Charged with working with the U.S. government to undermine Fidel Castro's communist system, the dissidents received terms ranging from six to 28 years.
Rivero said he was surprised when he walked free with five other ailing dissidents. Rivero has early emphysema and a cyst on his kidney, but the others' health problems were generally more serious.
Another seven of the 75 were released for medical reasons in recent months, bringing to 13 the total of those freed from the original group. Another 62 remain imprisoned.
"It seems to be a diplomatic gesture," said Rivero, pointing out Cuba recently resumed formal contacts with Spain. While still calling for the release of Cuba's political prisoners, Spanish Prime Minister Jose Luis Rodriguez Zapatero is urging other European nations to help bring about an opening on the communist-run island.
"I have the impression this process will continue," Rivero said of the releases.
Dressed in a denim shirt, dark blue shorts and plastic sandals, Rivero sat in a white wooden rocker and stopped occasionally to take congratulatory phone calls.
Reyes, his wife, said her earlier depression and nightmares vanished when her husband walked through the door. "It was as if he had never left," she said.
"Starting this all over again without knowing what will happen seems crazy," Rivero said of his journalist work here. "I'm not really asking a lot, just to work normally."
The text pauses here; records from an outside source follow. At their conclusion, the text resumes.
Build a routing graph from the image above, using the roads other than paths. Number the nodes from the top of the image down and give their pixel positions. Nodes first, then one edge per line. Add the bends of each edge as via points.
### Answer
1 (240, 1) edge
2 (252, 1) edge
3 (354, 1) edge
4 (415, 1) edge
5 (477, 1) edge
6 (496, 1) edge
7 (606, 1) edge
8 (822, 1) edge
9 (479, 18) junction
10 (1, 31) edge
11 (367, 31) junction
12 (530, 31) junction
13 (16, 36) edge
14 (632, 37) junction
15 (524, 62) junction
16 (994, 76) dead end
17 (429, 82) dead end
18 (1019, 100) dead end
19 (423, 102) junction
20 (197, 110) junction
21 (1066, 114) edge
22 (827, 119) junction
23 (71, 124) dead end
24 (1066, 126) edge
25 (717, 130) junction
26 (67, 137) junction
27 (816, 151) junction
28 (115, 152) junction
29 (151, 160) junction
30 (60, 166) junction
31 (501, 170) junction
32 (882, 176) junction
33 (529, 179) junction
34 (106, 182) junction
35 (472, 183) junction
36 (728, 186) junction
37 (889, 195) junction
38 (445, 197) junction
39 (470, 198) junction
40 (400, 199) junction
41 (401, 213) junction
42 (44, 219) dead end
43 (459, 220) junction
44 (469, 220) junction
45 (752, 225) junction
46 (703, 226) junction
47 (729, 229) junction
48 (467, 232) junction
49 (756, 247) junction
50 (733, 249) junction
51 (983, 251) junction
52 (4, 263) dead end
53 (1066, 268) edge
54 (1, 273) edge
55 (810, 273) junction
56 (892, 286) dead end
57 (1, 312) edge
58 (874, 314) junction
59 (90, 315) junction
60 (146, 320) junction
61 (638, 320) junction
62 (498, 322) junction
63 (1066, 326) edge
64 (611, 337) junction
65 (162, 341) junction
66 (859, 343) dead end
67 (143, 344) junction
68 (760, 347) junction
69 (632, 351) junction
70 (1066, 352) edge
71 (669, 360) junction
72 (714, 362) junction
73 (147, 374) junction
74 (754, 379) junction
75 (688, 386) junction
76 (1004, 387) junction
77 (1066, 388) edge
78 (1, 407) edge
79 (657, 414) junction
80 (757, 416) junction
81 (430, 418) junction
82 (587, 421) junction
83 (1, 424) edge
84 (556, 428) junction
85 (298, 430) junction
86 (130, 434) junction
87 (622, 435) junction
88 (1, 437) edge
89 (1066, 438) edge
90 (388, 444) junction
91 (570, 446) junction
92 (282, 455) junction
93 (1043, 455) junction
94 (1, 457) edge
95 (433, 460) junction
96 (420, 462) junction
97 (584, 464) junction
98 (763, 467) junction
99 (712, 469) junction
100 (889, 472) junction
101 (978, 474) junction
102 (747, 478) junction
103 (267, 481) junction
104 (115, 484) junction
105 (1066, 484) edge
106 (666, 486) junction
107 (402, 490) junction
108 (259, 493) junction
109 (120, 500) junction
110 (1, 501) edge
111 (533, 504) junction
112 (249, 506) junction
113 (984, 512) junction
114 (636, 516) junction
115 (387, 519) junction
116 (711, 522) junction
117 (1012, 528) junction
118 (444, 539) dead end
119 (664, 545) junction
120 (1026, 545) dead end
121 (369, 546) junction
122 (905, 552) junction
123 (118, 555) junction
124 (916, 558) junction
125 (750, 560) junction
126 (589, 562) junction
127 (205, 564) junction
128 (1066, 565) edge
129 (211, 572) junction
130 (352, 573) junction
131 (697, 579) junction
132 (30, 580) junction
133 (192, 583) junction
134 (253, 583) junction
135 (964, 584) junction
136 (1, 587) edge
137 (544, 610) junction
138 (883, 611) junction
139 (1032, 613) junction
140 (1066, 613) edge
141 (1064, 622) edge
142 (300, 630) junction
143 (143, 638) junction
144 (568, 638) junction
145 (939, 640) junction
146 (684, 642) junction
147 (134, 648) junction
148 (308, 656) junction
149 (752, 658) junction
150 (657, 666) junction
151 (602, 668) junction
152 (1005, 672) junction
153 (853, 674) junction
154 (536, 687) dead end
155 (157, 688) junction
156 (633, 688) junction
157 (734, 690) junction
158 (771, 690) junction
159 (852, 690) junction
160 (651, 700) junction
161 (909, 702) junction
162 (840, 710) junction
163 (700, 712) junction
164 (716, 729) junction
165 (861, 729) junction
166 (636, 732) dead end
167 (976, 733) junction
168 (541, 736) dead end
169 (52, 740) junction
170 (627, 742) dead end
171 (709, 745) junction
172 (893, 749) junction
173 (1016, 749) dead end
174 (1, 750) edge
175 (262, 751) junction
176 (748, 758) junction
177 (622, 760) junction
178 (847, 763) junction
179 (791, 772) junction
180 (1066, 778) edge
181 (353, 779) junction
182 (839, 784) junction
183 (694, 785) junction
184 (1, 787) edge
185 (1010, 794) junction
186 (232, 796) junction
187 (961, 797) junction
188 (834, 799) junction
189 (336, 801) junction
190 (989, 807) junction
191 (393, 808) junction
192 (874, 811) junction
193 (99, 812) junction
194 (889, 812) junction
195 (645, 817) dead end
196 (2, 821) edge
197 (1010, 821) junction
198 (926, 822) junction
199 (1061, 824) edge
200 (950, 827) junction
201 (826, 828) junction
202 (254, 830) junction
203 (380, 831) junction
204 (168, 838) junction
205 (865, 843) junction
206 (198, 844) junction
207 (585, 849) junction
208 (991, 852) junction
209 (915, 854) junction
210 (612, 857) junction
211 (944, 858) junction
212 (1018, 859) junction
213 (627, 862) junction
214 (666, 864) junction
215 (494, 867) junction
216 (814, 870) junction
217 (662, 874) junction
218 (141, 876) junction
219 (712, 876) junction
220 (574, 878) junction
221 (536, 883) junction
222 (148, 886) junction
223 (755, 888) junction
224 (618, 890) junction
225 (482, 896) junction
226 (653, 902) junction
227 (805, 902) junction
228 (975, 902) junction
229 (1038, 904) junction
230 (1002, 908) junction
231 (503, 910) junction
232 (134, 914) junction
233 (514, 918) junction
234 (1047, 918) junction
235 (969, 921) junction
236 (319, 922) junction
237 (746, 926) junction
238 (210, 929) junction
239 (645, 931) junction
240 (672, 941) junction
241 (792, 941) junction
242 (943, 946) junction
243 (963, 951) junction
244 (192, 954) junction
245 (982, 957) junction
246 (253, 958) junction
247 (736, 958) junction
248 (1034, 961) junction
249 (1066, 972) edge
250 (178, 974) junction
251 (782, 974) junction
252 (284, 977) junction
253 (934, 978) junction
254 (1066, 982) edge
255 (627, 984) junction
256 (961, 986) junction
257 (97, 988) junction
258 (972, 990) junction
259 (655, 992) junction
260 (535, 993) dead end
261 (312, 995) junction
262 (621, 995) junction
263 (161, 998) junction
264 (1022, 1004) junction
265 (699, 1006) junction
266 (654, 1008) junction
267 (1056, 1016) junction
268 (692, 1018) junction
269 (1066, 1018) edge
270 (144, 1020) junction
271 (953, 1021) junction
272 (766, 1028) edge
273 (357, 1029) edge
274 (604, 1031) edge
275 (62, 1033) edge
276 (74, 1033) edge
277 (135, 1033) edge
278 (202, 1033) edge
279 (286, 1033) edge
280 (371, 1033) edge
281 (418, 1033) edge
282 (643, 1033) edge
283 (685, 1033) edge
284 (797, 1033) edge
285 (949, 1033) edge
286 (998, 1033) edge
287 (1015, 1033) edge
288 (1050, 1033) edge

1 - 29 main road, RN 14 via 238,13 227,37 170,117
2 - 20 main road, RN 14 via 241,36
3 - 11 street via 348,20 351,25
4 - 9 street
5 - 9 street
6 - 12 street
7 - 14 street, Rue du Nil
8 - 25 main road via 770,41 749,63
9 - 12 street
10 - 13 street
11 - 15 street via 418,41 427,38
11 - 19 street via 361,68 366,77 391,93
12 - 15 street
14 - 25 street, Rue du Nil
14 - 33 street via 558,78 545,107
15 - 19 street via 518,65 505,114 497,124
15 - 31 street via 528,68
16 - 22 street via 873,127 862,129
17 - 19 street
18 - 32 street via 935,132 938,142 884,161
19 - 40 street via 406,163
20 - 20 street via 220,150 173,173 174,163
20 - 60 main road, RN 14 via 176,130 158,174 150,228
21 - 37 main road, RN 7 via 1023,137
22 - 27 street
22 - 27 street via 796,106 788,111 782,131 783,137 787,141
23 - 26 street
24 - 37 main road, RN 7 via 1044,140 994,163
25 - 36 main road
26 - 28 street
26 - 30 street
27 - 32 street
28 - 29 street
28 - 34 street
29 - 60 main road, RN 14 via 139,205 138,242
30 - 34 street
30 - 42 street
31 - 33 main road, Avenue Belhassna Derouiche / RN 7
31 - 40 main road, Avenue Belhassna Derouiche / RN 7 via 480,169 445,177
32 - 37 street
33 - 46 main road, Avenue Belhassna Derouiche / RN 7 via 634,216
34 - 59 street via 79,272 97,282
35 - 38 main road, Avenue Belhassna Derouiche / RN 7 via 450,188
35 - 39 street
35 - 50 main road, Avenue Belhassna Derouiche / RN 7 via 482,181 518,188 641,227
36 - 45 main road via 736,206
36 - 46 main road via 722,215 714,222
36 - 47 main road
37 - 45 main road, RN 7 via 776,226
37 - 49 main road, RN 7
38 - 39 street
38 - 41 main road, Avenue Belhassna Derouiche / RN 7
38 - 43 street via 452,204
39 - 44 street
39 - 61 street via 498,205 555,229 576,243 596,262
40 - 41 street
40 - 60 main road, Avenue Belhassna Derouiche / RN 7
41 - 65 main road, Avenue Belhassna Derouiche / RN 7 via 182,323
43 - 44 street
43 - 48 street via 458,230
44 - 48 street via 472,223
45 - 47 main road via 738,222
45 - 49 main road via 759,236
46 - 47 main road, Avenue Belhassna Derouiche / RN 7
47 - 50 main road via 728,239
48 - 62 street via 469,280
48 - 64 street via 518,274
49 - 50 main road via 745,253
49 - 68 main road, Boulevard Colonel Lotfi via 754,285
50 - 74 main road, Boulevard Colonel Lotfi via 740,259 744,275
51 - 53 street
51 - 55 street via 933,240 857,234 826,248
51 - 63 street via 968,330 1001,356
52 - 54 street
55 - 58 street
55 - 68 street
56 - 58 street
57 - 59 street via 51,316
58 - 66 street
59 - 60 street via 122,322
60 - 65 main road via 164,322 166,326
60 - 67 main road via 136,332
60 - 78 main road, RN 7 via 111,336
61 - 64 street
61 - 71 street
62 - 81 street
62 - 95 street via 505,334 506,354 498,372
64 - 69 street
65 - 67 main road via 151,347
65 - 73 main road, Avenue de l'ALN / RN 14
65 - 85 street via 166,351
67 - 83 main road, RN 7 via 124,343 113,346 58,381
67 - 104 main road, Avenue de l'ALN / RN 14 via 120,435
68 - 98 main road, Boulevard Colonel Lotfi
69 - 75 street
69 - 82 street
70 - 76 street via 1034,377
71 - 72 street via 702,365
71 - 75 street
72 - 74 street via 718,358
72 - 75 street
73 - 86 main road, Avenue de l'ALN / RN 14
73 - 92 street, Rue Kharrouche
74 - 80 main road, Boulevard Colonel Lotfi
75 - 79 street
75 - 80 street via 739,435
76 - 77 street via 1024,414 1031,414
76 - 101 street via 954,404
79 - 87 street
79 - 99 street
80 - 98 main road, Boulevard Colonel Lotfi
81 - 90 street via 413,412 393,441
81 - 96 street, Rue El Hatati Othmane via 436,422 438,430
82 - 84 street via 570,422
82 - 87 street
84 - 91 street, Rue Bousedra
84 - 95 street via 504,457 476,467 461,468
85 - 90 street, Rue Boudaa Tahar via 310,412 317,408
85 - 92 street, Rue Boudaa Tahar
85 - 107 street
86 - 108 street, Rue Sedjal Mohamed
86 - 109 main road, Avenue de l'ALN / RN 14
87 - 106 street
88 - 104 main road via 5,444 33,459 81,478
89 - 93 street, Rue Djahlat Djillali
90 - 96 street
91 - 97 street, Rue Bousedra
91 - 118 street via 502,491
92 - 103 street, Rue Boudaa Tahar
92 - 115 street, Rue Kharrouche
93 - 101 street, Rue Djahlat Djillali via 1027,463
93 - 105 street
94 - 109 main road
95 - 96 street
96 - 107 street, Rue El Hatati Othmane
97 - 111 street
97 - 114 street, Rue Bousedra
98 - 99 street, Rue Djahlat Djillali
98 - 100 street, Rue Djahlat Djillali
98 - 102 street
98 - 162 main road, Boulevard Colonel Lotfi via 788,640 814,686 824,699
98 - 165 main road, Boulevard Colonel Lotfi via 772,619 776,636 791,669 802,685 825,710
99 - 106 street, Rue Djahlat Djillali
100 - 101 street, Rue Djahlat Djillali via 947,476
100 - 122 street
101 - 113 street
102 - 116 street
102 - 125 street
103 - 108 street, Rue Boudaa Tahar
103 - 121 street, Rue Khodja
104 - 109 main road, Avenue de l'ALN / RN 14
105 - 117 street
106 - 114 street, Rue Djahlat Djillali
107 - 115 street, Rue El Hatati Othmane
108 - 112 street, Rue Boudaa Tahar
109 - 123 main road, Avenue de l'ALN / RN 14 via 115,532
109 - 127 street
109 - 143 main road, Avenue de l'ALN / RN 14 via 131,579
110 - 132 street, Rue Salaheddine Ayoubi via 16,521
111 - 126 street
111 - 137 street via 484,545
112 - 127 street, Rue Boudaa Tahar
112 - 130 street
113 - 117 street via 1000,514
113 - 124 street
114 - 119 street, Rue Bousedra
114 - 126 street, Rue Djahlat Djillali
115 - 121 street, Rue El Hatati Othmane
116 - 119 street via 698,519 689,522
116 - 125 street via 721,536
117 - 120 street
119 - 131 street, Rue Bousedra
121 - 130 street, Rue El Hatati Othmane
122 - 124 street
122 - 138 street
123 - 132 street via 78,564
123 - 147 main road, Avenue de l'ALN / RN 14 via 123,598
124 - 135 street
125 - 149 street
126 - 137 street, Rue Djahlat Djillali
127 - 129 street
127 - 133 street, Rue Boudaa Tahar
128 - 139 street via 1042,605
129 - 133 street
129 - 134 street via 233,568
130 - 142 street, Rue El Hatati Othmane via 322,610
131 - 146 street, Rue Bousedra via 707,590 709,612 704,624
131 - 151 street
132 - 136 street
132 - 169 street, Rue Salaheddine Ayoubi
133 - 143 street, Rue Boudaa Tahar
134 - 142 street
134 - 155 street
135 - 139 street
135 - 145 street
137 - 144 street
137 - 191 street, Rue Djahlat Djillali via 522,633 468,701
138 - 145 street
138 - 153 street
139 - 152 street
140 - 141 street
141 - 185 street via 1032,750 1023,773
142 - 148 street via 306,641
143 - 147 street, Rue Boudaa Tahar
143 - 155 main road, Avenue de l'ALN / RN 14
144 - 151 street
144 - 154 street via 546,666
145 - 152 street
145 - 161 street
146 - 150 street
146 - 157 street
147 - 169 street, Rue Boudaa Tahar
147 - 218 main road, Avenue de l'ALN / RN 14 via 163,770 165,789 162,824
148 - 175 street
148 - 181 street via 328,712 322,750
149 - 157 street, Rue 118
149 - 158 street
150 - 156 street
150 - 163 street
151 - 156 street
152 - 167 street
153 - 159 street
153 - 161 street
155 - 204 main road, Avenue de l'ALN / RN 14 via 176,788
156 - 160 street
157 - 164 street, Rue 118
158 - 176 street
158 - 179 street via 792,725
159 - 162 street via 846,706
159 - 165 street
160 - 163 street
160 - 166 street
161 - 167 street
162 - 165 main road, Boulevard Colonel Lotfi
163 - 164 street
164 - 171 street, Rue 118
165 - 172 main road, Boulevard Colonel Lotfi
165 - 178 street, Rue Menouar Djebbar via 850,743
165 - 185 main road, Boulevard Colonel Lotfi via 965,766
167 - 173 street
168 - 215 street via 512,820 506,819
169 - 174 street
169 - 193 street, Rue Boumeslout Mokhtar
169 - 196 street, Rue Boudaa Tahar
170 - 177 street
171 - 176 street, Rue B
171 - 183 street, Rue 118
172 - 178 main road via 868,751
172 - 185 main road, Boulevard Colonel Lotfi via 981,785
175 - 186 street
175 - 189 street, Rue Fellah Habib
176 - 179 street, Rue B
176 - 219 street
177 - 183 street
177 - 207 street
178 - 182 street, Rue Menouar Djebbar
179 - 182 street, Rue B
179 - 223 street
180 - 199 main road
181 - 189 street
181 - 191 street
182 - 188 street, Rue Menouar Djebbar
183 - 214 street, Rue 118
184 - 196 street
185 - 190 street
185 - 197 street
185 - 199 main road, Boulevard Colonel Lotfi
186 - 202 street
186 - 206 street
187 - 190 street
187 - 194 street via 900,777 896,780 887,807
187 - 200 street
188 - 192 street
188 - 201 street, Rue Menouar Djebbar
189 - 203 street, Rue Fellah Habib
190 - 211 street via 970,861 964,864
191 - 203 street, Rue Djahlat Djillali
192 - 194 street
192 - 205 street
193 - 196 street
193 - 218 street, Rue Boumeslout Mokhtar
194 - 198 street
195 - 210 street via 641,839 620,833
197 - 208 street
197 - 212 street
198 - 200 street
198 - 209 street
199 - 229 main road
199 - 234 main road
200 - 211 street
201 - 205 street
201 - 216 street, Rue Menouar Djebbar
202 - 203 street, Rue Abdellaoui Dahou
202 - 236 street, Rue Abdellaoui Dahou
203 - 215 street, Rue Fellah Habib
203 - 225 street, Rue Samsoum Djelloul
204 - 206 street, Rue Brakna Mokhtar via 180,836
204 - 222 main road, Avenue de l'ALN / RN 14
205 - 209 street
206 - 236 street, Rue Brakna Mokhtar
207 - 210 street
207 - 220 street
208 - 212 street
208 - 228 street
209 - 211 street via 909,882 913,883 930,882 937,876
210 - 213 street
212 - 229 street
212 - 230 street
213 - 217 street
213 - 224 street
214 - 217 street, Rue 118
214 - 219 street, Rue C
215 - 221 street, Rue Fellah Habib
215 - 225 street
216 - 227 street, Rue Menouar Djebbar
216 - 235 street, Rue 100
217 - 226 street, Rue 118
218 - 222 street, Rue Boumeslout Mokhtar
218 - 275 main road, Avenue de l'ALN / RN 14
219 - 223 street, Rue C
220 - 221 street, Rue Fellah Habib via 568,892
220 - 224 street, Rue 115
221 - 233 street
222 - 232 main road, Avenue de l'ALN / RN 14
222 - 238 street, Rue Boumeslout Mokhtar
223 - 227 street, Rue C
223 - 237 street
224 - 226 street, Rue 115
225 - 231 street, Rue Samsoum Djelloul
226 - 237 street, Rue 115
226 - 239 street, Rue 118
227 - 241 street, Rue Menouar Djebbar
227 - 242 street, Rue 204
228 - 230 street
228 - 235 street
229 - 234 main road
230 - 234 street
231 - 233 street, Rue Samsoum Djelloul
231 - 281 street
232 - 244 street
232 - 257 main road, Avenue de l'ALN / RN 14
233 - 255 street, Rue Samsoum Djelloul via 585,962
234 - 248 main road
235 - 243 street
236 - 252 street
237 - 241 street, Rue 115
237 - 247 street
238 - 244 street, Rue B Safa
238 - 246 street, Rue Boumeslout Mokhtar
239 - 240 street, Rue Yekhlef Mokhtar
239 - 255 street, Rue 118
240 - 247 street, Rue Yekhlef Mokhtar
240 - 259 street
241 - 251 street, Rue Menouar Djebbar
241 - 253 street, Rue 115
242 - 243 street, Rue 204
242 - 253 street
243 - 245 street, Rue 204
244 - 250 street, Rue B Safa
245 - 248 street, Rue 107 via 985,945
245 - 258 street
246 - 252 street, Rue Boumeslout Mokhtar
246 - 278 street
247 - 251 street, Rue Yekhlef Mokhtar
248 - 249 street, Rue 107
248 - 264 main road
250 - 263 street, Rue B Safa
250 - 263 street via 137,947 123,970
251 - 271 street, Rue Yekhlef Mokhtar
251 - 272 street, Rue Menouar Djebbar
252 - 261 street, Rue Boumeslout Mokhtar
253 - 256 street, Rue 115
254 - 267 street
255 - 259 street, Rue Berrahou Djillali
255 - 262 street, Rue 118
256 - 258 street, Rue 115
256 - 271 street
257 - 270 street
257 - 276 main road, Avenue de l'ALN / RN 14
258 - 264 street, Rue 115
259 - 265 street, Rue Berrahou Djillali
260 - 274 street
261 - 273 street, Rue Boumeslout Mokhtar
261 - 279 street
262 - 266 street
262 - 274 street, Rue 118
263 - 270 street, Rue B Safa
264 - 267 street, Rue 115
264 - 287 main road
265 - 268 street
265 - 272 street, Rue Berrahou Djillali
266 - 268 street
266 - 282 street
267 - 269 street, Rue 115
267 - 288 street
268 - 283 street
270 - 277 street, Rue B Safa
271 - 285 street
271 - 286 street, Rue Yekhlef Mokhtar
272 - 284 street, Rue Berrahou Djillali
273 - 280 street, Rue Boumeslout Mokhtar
Rivero, who boasts volumes of articles and poetry, is among few independent Cuban journalists with professional training and experience.
He received a Reporters Without Borders award in 1997, a special Maria Cabot Moors citation from Columbia University in 1999 and UNESCO's Guillermo Cano World Press Freedom Prize, named for a murdered Colombian journalist, earlier this year.
Long a reporter for Cuba's official media, Rivero broke with the government after signing a "Letter of 10 Intellectuals" in 1991 calling for the release of political prisoners. The other nine signers have since emigrated.
In 1995, Rivero formed the independent CubaPress news agency, which published his and others' work in newspapers and Web sites overseas. Rivero said he remains optimistic there will be change in the future of Cuba, now ruled for 45 years by the 78-year-old Castro.
But he predicts "a long process."
"I don't think the changes will be magic -- there isn't a button," he said.